> [PROBLEM TO WORK ON]:
All lines from the opening of the material up to and including the line with "thumb mcp: (447, 318)" should be transcribed exactly, pictures excepted.

•••••

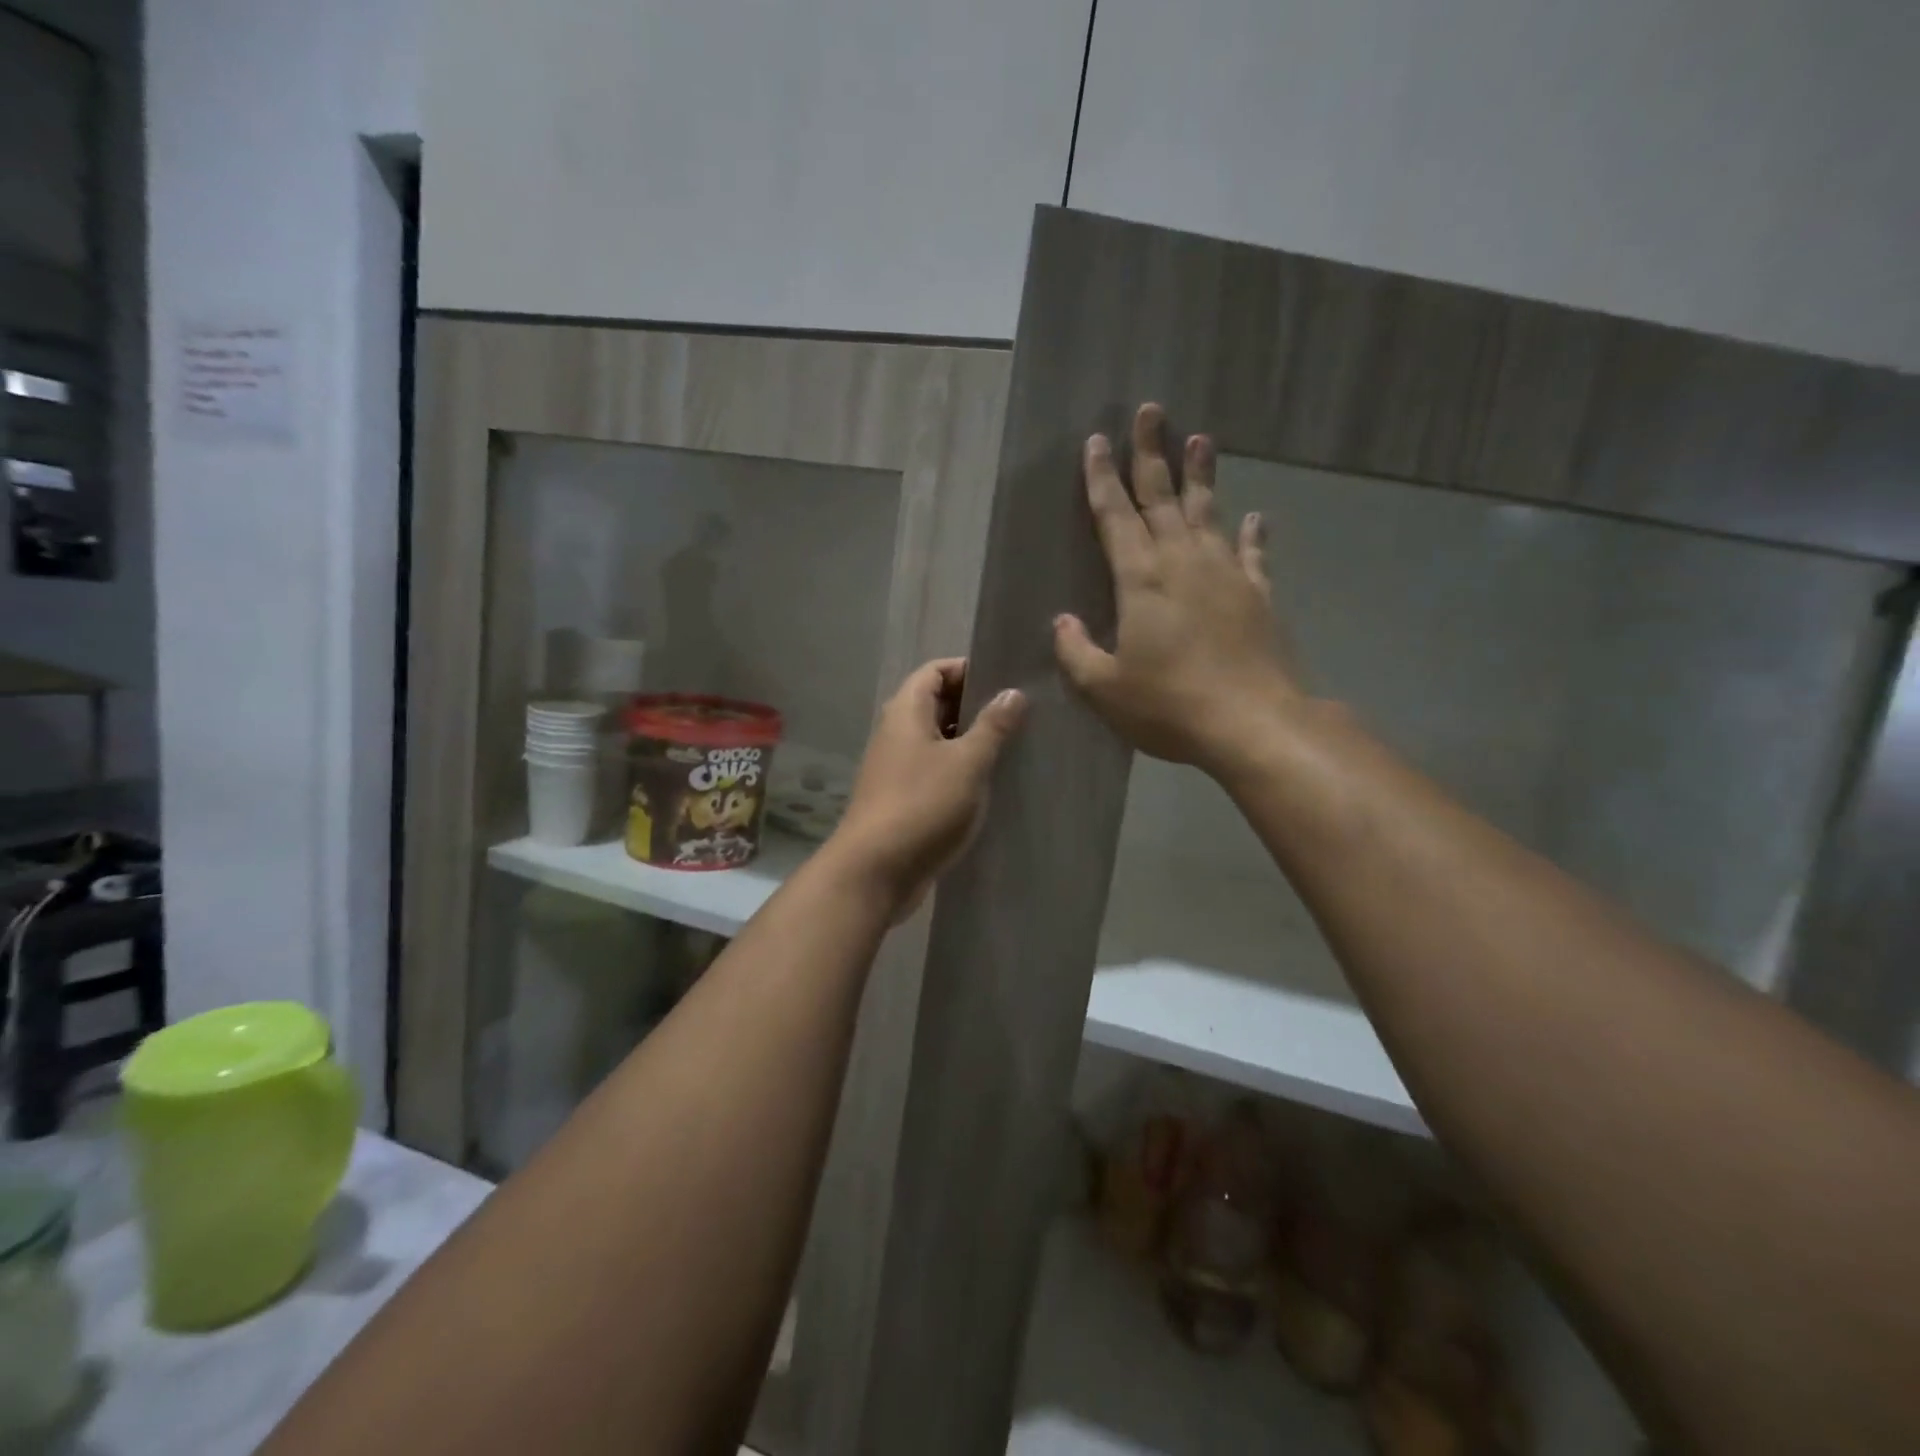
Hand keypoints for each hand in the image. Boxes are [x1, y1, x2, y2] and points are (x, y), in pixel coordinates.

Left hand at [830, 658, 1025, 916]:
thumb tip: (1012, 692)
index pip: (934, 670)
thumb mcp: (967, 762)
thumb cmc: (922, 805)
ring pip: (938, 740)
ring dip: (970, 740)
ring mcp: (897, 768)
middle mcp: (897, 733)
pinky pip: (935, 771)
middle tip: (1019, 713)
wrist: (875, 871)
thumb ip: (992, 726)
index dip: (967, 668)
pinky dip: (960, 770)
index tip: (1005, 680)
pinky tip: (990, 783)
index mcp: (906, 712)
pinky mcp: (903, 799)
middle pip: (936, 704)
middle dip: (974, 705)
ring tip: (1013, 745)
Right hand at [1054, 403, 1301, 774]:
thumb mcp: (1105, 688)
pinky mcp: (1258, 595)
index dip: (1102, 479)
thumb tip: (1062, 622)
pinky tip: (1254, 516)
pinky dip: (1250, 534)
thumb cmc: (1170, 706)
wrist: (1254, 723)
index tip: (1096, 441)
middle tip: (1150, 411)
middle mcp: (1183, 563)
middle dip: (1151, 453)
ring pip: (1208, 512)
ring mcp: (1226, 575)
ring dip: (1201, 475)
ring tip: (1200, 438)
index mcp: (1141, 579)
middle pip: (1163, 497)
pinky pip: (1252, 554)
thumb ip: (1077, 651)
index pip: (1116, 516)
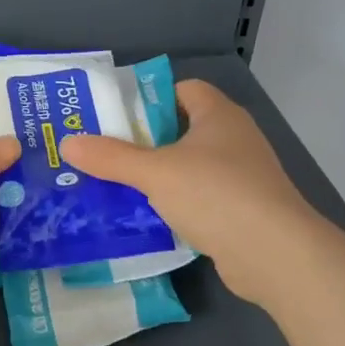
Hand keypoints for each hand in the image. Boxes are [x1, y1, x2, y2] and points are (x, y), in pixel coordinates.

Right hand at [58, 80, 318, 299]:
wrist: (275, 255)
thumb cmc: (216, 194)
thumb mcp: (155, 172)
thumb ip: (111, 158)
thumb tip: (68, 143)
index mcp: (219, 115)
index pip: (183, 90)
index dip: (150, 99)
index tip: (116, 117)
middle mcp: (234, 139)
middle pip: (181, 130)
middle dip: (144, 142)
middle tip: (104, 153)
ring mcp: (241, 177)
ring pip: (189, 167)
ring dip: (158, 177)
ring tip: (115, 186)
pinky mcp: (242, 211)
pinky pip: (199, 199)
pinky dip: (175, 205)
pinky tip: (146, 219)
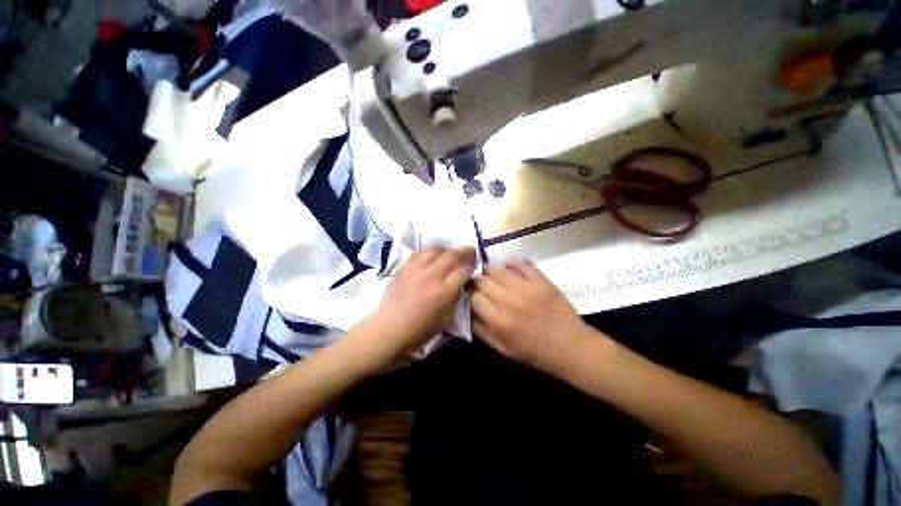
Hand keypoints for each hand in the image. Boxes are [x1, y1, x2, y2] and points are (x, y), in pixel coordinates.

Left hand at [367, 247, 474, 354]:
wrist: (391, 327)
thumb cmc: (421, 329)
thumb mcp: (447, 318)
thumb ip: (456, 297)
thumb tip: (462, 282)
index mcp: (445, 291)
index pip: (464, 270)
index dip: (472, 264)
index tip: (475, 262)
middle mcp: (432, 276)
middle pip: (452, 256)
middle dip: (464, 251)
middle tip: (469, 250)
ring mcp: (416, 269)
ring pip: (436, 250)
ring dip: (447, 249)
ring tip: (450, 252)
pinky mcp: (404, 267)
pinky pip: (420, 253)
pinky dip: (430, 252)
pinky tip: (432, 255)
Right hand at [472, 261, 601, 375]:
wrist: (571, 347)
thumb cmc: (534, 352)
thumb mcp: (502, 348)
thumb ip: (481, 330)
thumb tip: (468, 310)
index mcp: (498, 321)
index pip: (474, 297)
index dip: (470, 293)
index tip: (471, 292)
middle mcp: (509, 301)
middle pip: (483, 280)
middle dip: (478, 280)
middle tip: (479, 282)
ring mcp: (526, 289)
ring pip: (499, 270)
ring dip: (491, 270)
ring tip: (490, 273)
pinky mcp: (541, 281)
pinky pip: (522, 264)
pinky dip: (513, 262)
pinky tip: (508, 264)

•••••

> [SOLUTION TO THIS EXERCISE]:
Hand keypoints for each hand in the image. Boxes are [x1, y1, x2, y2] and points are (x, y), in pixel coordinates.

Left hand at [830, 658, 1025, 916]:
thumb tip: (1012, 692)
index pip: (934, 670)
thumb mcp: (967, 762)
thumb cmc: (922, 805)
ring pip: (938, 740)
ring dip: (970, 740)
ring mcp: (897, 768)
middle mcp: (897, 733)
pinky pip: (935, 771)
middle tip: (1019, 713)
wrist: (875, 871)
thumb ip: (992, 726)
index dip: (967, 668)
pinky dip: (960, 770)
index tip: (1005, 680)
pinky tip: (990, 783)
index mcp: (906, 712)
pinky mcp: (903, 799)
middle pip: (936, 704)
middle dip: (974, 705)
ring tip: (1013, 745)
Right hand at [1054, 403, 1301, 774]:
thumb mcp: (1105, 688)
pinky mcp: (1258, 595)
index dip: (1102, 479)
thumb tip: (1062, 622)
pinky tip: (1254, 516)
pinky dip: (1250, 534)
thumb cmc: (1170, 706)
wrist: (1254, 723)
index tip: (1096, 441)
middle tip: (1150, 411)
middle mcp: (1183, 563)
middle dip: (1151, 453)
ring pip: (1208, 512)
ring mcp: (1226, 575)
ring dip: (1201, 475)
ring tip: (1200, 438)
index mcp: (1141, 579)
middle pip: (1163, 497)
pinky pip: (1252, 554)
thumb ip: (1077, 651)
index pip: (1116, 516)
Hand keypoints for each hand in the image. Boxes are [x1, y1, x2, y2] and points are (x, y), in pixel coordinates.

Right hand at [58, 80, 318, 299]:
wrist: (275, 255)
thumb cmc: (216, 194)
thumb mcp: (155, 172)
thumb ip: (111, 158)
thumb tip: (68, 143)
index mcp: (219, 115)
index pip: (183, 90)
index dip: (150, 99)
index tip: (116, 117)
middle mcp: (234, 139)
middle pip: (181, 130)
middle dip: (144, 142)
middle tip: (104, 153)
ring mcp: (241, 177)
ring pip: (189, 167)
ring dip: (158, 177)
ring tip: (115, 186)
pinky mcp: (242, 211)
pinky pip: (199, 199)
pinky dip: (175, 205)
pinky tip: (146, 219)
Hand keypoints for each hand in the image. Boxes are [x1, y1, x2, y2] and points are (x, y), in pixel coordinates.

Left hand at [367, 247, 474, 354]:
wrist: (391, 327)
thumb cmc: (421, 329)
thumb mcp: (447, 318)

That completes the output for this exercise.